LONDRES (AFP) — Tidjane Thiam, un Français d'origine ivoirienne de 46 ans, va devenir le premier patron noir d'une très grande entreprise britannique, la compagnie d'assurance Prudential, un nouveau succès pour un homme qui affiche l'un des parcours les plus atypiques de la City.
"Ils veulent me voir? Très bien! Mais dites-leur bien que je suis noir, africain, francophone et que je mesure 1 mètre 93", avait lancé Tidjane Thiam au chasseur de têtes qui le démarchait en 2002 pour une place chez Aviva, la grande rivale de Prudential, alors qu'il travaillait pour le cabinet international d'études McKinsey.
A l'époque, se rappelait-il en 2007 dans une interview au Guardian, M. Thiam, pourtant diplômé de Polytechnique et de l'Ecole des Mines, était las de ne jamais trouver en France un poste à sa mesure, et d'entendre des choses comme : "Vous êtes formidable, mais il s'agit de diriger 10.000 personnes qui ne comprendraient peut-être pas l'arrivée de quelqu'un comme vous".
Aviva l'embauche, et Tidjane Thiam y devient directeur général pour l'Europe, ce qui inclut la France, un des grands marchés du groupe. Mais en septembre 2007, coup de théâtre, il quitte Aviva pour devenir directeur financier de son principal rival.
Grincements de dents chez Aviva où on le qualifie du bout des lèvres de "très ambitieux". Mais les medias et les analystes applaudissent plutôt, pariant déjà qu'il deviendra un jour directeur général à la place du respecté Mark Tucker.
L'annonce jeudi que cette promotion se ferait dès le 1er octobre a cependant surpris, même si aucun problème ne semble opposer les deux hommes. A la conférence de présentation des résultats annuels, jeudi, M. Tucker a souligné "l'exceptionnel talent" de M. Thiam. Celui-ci a assuré qu'il "se concentrait" pour l'instant sur son travail de directeur financier.
Sa nomination "va raviver les flammes de la spéculation sur une fusion" entre Aviva et Prudential, prédisait jeudi Jonathan Jackson, du cabinet Killik & Co. En 2006, Aviva avait fait une tentative de rachat de sa rivale, avortée.

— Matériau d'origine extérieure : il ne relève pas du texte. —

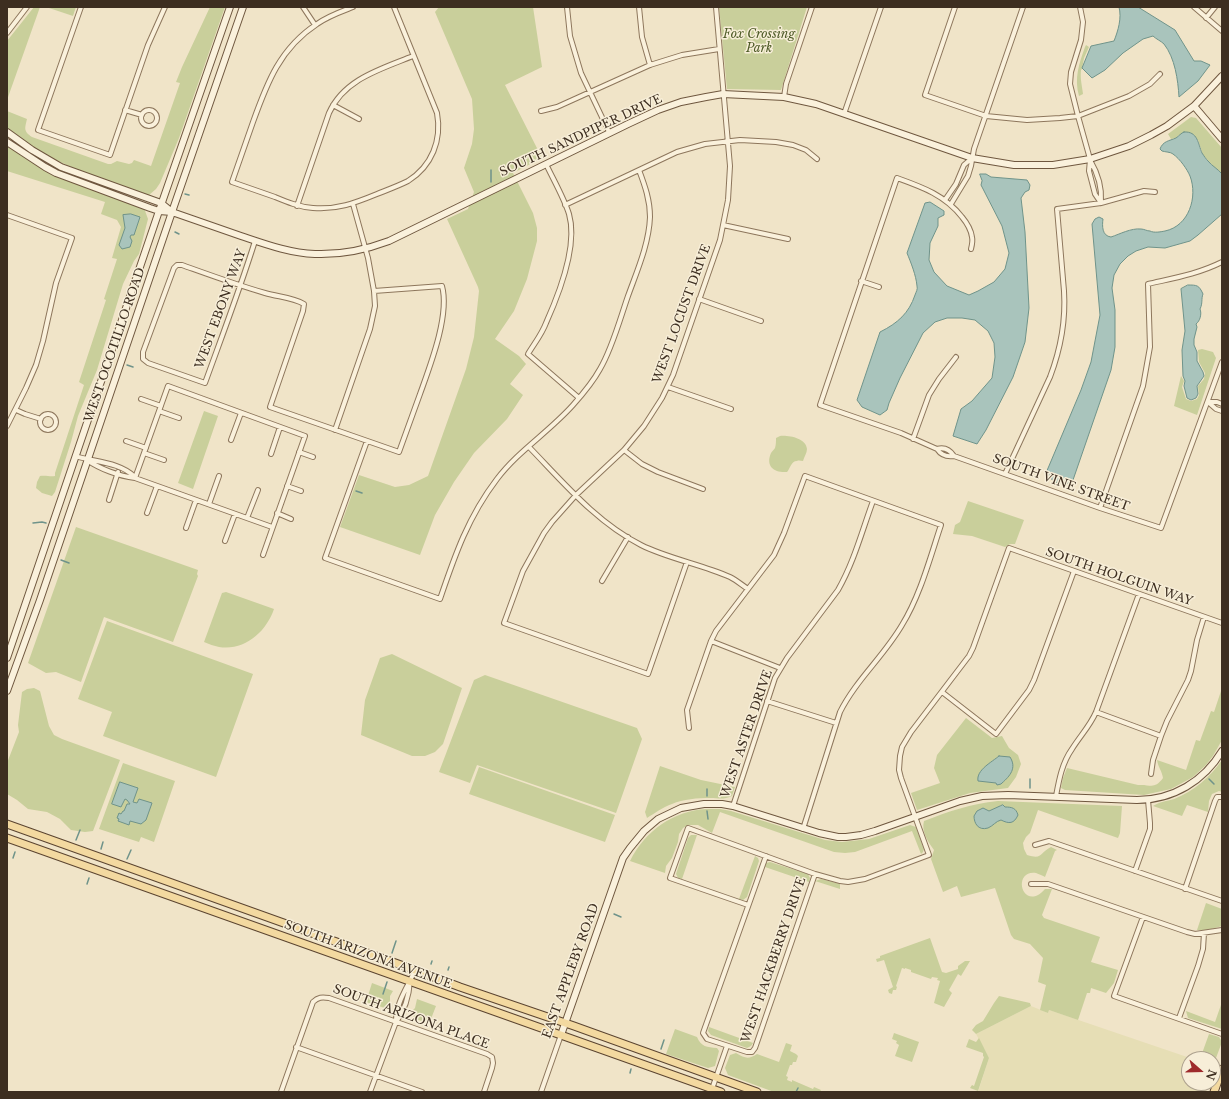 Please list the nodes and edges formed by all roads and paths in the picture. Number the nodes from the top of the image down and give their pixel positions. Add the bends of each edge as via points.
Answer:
1 (27, 7) edge
2 (80, 7) edge
3 (165, 7) edge
4 (230, 7) edge
5 (243, 7) edge
6 (303, 7) edge
7 (353, 7) edge
8 (394, 7) edge
9 (567, 7) edge
10 (639, 7) edge
11 (716, 7) edge
12 (812, 7) edge
13 (881, 7) edge
14 (955, 7) edge
15 (1023, 7) edge
16 (1080, 7) edge
17 (1194, 7) edge
18 (1215, 7) edge
19 (1206, 18) junction
20 (315, 24) junction
21 (1222, 31) edge
22 (7, 34) edge
23 (719, 49) junction
24 (413, 56) junction
25 (650, 65) junction
26 (1160, 74) dead end
27 (1222, 76) edge
28 (590, 93) junction
29 (723, 94) junction
30 (784, 97) junction
31 (333, 105) junction
32 (1194, 106) junction
33 (125, 110) junction
34 (541, 111) dead end
35 (844, 114) junction
36 (142, 115) dead end
37 (986, 116) junction
38 (1078, 116) junction
39 (359, 120) dead end
40 (7, 132) edge
41 (610, 132) junction
42 (1222, 139) edge
43 (728, 141) junction
44 (7, 142) edge
45 (972, 158) junction
46 (817, 159) dead end
47 (1090, 159) junction
48 (546, 164) junction
49 (639, 170) junction
50 (960, 177) junction
51 (966, 180) junction
52 (1154, 192) dead end
53 (945, 200) junction
54 (161, 203) junction
55 (1101, 203) junction
56 (353, 204) junction
57 (951, 204) junction
58 (565, 205) junction
59 (297, 206) junction
60 (159, 210) junction
61 (172, 212) junction
62 (7, 215) edge
63 (724, 225) junction
64 (788, 240) dead end
65 (256, 241) junction
66 (366, 249) junction
67 (971, 249) dead end
68 (1222, 262) edge
69 (861, 281) junction
70 (240, 285) junction
71 (879, 287) dead end
72 (374, 291) junction
73 (699, 299) junction
74 (762, 321) dead end
75 (956, 357) dead end
76 (1222, 362) edge
77 (668, 387) junction
78 (578, 398) junction
79 (141, 399) dead end
80 (1208, 402) junction
81 (1222, 404) edge
82 (160, 409) junction
83 (731, 409) dead end
84 (16, 410) junction
85 (1222, 411) edge
86 (241, 413) junction
87 (179, 418) dead end
88 (41, 419) dead end
89 (7, 426) edge
90 (280, 427) junction
91 (335, 430) junction
92 (913, 439) junction
93 (231, 440) dead end
94 (367, 441) junction
95 (126, 442) dead end
96 (529, 447) junction
97 (624, 450) junction
98 (145, 451) junction
99 (299, 452) junction
100 (271, 454) dead end
101 (75, 456) junction
102 (313, 457) dead end
103 (87, 460) junction
104 (164, 460) dead end
105 (120, 468) junction
106 (118, 474) junction
107 (1005, 474) junction
108 (219, 476) dead end
109 (135, 478) junction
110 (157, 486) junction
111 (287, 486) junction
112 (703, 489) dead end
113 (258, 490) dead end
114 (301, 491) dead end
115 (576, 495) junction
116 (109, 500) dead end
117 (196, 500) junction
118 (873, 501) junction
119 (209, 504) junction
120 (1100, 508) junction
121 (147, 513) dead end
122 (235, 514) junction
123 (277, 514) junction
124 (248, 518) junction
125 (291, 519) dead end
126 (272, 527) junction
127 (186, 528) dead end
128 (628, 537) junction
129 (225, 541) dead end
130 (263, 555) dead end
131 (687, 562) junction
132 (1074, 571) junction
133 (602, 581) dead end
134 (748, 589) junction
135 (1139, 594) junction
136 (1204, 617) junction
137 (1222, 624) edge
138 (711, 641) junction
139 (7, 658) edge
140 (780, 668) junction
141 (7, 690) edge
142 (942, 692) junction
143 (767, 701) junction
144 (1096, 712) junction
145 (836, 723) junction
146 (689, 728) dead end
147 (1161, 736) junction
148 (1222, 751) edge
149 (1152, 774) dead end
150 (1056, 796) junction
151 (1220, 797) edge
152 (1148, 800) junction
153 (733, 806) junction
154 (915, 817) junction
155 (7, 824) edge
156 (803, 829) junction
157 (7, 838) edge
158 (1035, 845) dead end
159 (766, 856) junction
160 (1135, 871) junction
161 (815, 874) junction
162 (1031, 884) dead end
163 (1185, 889) junction
164 (1222, 901) edge
165 (748, 905) junction
166 (1143, 917) junction
167 (1222, 930) edge
168 (1204, 933) junction
169 (415, 970) junction
170 (410, 981) junction
171 (1179, 1018) junction
172 (396, 1022) junction
173 (565, 1023) junction
174 (1222, 1034) edge
175 (561, 1035) junction
176 (727, 1046) junction
177 (296, 1047) junction
178 (1222, 1069) edge
179 (376, 1076) junction
180 (716, 1077) junction
181 (712, 1088) junction
182 (281, 1092) edge
183 (370, 1092) edge
184 (422, 1092) edge
185 (484, 1092) edge
186 (541, 1092) edge
187 (721, 1092) edge
188 (757, 1092) edge
189 (1214, 1092) edge

1 - 22 street
2 - 33 street via 38,130 110,155
3 - 33 street via 148,45
4 - 54 street, WEST OCOTILLO ROAD
5 - 61 street, WEST OCOTILLO ROAD
6 - 20 street
7 - 20 street
8 - 24 street
9 - 28 street via 575,56
10 - 25 street via 642,37
11 - 23 street, WEST LOCUST DRIVE
12 - 30 street
13 - 35 street
14 - 37 street via 925,95
15 - 37 street
16 - 38 street via 1083,22 1081,40 1070,84
17 - 19 street
18 - 19 street
19 - 21 street
20 - 59 street via 294,43 277,65 264,92 232,182
23 - 25 street via 682,55
23 - 29 street, WEST LOCUST DRIVE
24 - 31 street via 349,86
24 - 56 street via 437,113 438,134 432,156 409,180
25 - 28 street
26 - 38 street via 1150,84 1129,96
27 - 32 street, SOUTH SANDPIPER DRIVE
28 - 34 street via 557,108
28 - 41 street
29 - 30 street, SOUTH SANDPIPER DRIVE
29 - 41 street, SOUTH SANDPIPER DRIVE via 671,105
29 - 43 street, WEST LOCUST DRIVE
30 - 35 street, SOUTH SANDPIPER DRIVE
31 - 39 street
31 - 59 street
32 - 42 street
32 - 47 street, SOUTH SANDPIPER DRIVE via 1139,141
33 - 36 street
35 - 45 street, SOUTH SANDPIPER DRIVE
37 - 38 street via 1027,120
37 - 45 street
38 - 47 street
40 - 54 street via 61,166
41 - 48 street, SOUTH SANDPIPER DRIVE
43 - 46 street via 758,140 793,145 806,150
43 - 49 street via 677,152
43 - 63 street, WEST LOCUST DRIVE via 729,190
44 - 60 street via 56,173
45 - 47 street, SOUTH SANDPIPER DRIVE via 1005,164 1031,165
45 - 50 street via 964,165
45 - 51 street
47 - 55 street via 1102,193
47 - 55 street via 1089,171 1095,194
48 - 58 street
48 - 66 street, SOUTH SANDPIPER DRIVE via 389,241
49 - 58 street
49 - 78 street via 649,204 646,243 600,371
50 - 51 street
50 - 53 street
51 - 57 street
52 - 55 street via 1144,190
53 - 57 street
53 - 69 street via 927,189 897,178
54 - 60 street, WEST OCOTILLO ROAD
54 - 61 street
55 - 107 street via 1057,209 1065,305 1063,329 1050,377
56 - 59 street via 314,208
56 - 66 street
57 - 67 street via 970,231
58 - 78 street via 571,232 567,266 546,323 528,354
60 - 61 street
60 - 101 street, WEST OCOTILLO ROAD
61 - 65 street, SOUTH SANDPIPER DRIVE
61 - 103 street, WEST OCOTILLO ROAD
62 - 84 street via 72,238 56,283 39,353
63 - 64 street
63 - 73 street, WEST LOCUST DRIVE
65 - 66 street, SOUTH SANDPIPER DRIVE via 281,249 314,254
65 - 70 street, WEST EBONY WAY
66 - 72 street
68 - 120 street via 1188,275 1148,284 1150,347 1143,386
69 - 71 street
69 - 92 street, SOUTH VINE STREET via 820,404
70 - 70 street, WEST EBONY WAY via 205,383 143,360 143,352 177,265
70 - 91 street via 304,304 270,407
72 - 91 street via 375,306 370,329
72 - 94 street via 442,286 443,301 435,351 399,452
73 - 74 street
73 - 77 street, WEST LOCUST DRIVE
75 - 92 street via 929,395
76 - 80 street
77 - 83 street
77 - 97 street, WEST LOCUST DRIVE via 648,420
78 - 96 street via 566,413
79 - 82 street
80 - 81 street
80 - 85 street
80 - 120 street, SOUTH VINE STREET via 1161,528
82 - 86 street via 168,386
82 - 87 street
82 - 98 street
84 - 88 street
84 - 89 street
86 - 90 street
86 - 93 street
90 - 99 street via 305,436
90 - 100 street
91 - 94 street
92 - 107 street, SOUTH VINE STREET via 950,457 954,456
94 - 96 street via 325,558 440,599 455,554 472,517 497,479
95 - 98 street
96 - 115 street
97 - 112 street via 658,472
97 - 115 street, WEST LOCUST DRIVE
98 - 104 street
98 - 109 street
99 - 102 street
99 - 111 street
101 - 103 street
101 - 139 street, WEST OCOTILLO ROAD
103 - 105 street via 97,460
103 - 106 street
103 - 141 street, WEST OCOTILLO ROAD
105 - 106 street
105 - 109 street via 130,472
106 - 109 street
106 - 116 street
107 - 120 street, SOUTH VINE STREET
108 - 119 street
109 - 110 street
110 - 117 street
110 - 121 street
111 - 114 street
111 - 123 street
113 - 124 street
115 - 128 street via 605,523
115 - 131 street, WEST LOCUST DRIVE via 552,522 537,545 523,571 504,623 648,674
117 - 119 street
117 - 127 street
118 - 134 street via 805,476 780,542 769,562
118 - 140 street, WEST ASTER DRIVE via 850,566 838,590
118 - 145 street via 941,525 906,619 850,695
119 - 122 street
122 - 124 street
122 - 129 street
123 - 125 street
123 - 126 street
124 - 126 street
126 - 130 street
128 - 131 street via 648,548
128 - 133 street
131 - 134 street via 731,578
132 - 135 street, SOUTH HOLGUIN WAY
132 - 142 street, SOUTH HOLGUIN WAY via 1009,548 973,648
132 - 142 street via 1034,680 996,734
134 - 138 street
135 - 136 street, SOUTH HOLGUIN WAY
135 - 144 street
136 - 137 street, SOUTH HOLGUIN WAY
136 - 147 street via 1188,680
138 - 140 street
138 - 146 street via 687,710
140 - 143 street, WEST ASTER DRIVE
142 - 154 street via 910,732 900,756 899,770
143 - 145 street
143 - 153 street, WEST ASTER DRIVE
144 - 147 street
144 - 150 street via 1067,757
145 - 156 street
147 - 149 street via 1152,760
148 - 152 street, EAST APPLEBY ROAD via 1209,769 1195,781 1174,793
150 - 152 street, EAST APPLEBY ROAD
150 - 154 street, EAST APPLEBY ROAD via 1008,794 974,797
151 - 163 street via 1214,801
152 - 160 street via 1150,829
153 - 156 street, EAST APPLEBY ROAD
153 - 173 street, EAST APPLEBY ROAD via 712,804 681,808 664,816 644,831 630,848 623,858
154 - 156 street, EAST APPLEBY ROAD via 875,832 854,836 819,834
154 - 161 street via 930,855 857,881 840,881
155 - 169 main road, SOUTH ARIZONA AVENUE
157 - 170 main road, SOUTH ARIZONA AVENUE
158 - 160 street via 1049,841
159 - 161 street
159 - 165 street
159 - 165 street via 688,828 670,878
160 - 163 street
161 - 176 street, WEST HACKBERRY DRIVE via 752,1052
162 - 166 street via 1048,884
163 - 164 street
165 - 176 street via 703,1033 707,1039
166 - 168 street via 1187,932
166 - 171 street via 1114,996
167 - 168 street
168 - 171 street via 1203,949
169 - 170 street
169 - 173 main road, SOUTH ARIZONA AVENUE
170 - 172 street via 396,1013
170 - 175 main road, SOUTH ARIZONA AVENUE
171 - 174 street
172 - 177 street, SOUTH ARIZONA PLACE via 329,998 317,998 313,1002
172 - 179 street
172 - 185 street, SOUTH ARIZONA PLACE via 492,1057 493,1063
173 - 175 street, EAST APPLEBY ROAD
173 - 180 main road
175 - 181 main road, SOUTH ARIZONA AVENUE
175 - 186 street, EAST APPLEBY ROAD
176 - 180 street
177 - 179 street
177 - 182 street
178 - 189 main road
179 - 183 street
179 - 184 street
180 - 181 street
180 - 188 main road
181 - 187 main road, SOUTH ARIZONA AVENUE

M. Thiam est un homme à plusieurs vies, capable d'enchanter son interlocuteur par ses souvenirs et ses prises de position.
Originaire d'une famille apparentée à Félix Houphouët-Boigny, à l'origine de l'indépendance de la Côte d'Ivoire, M. Thiam a vu par exemple son père, un ancien journaliste, être successivement emprisonné comme opposant politique puis envoyé comme diplomate au Maroc.
Lui-même, engagé à 24 ans au cabinet financier international McKinsey, le quitte pendant quatre ans pour rentrer en Côte d'Ivoire en 1994 à la demande du nouveau président Henri Konan Bédié.
Il y devient en particulier ministre du Développement, mais part à la suite du coup d'Etat militaire de décembre 1999 qui renverse Konan Bédié, retournant chez McKinsey jusqu'à son arrivée chez Aviva.
Régulièrement désigné parmi les personnalités noires les plus influentes de la City, M. Thiam n'a toujours pas renoncé à dénoncer les préjugés racistes ou religieux. Il a participé à la Commission sur l'Afrique de l'ancien premier ministre Tony Blair, ou écrit un article intitulé "Une perspective musulmane sur le travail décent", publié dans un ouvrage collectif sur ce thème en 2004.
S'il est le premier africain noir à accéder à un tel niveau de responsabilité dans la City, M. Thiam n'est pas le seul Français. Le London Stock Exchange, la Bourse de Londres elle-même, vient de désigner Xavier Rolet pour prendre sa tête. Kesa Electricals (Darty) est dirigé par Thierry Falque-Pierrotin. Récemment, le géant pharmaceutique GlaxoSmithkline avait à sa tête Jean-Pierre Garnier, et l'aciériste Corus racheté par l'indien Tata était dirigé par Philippe Varin.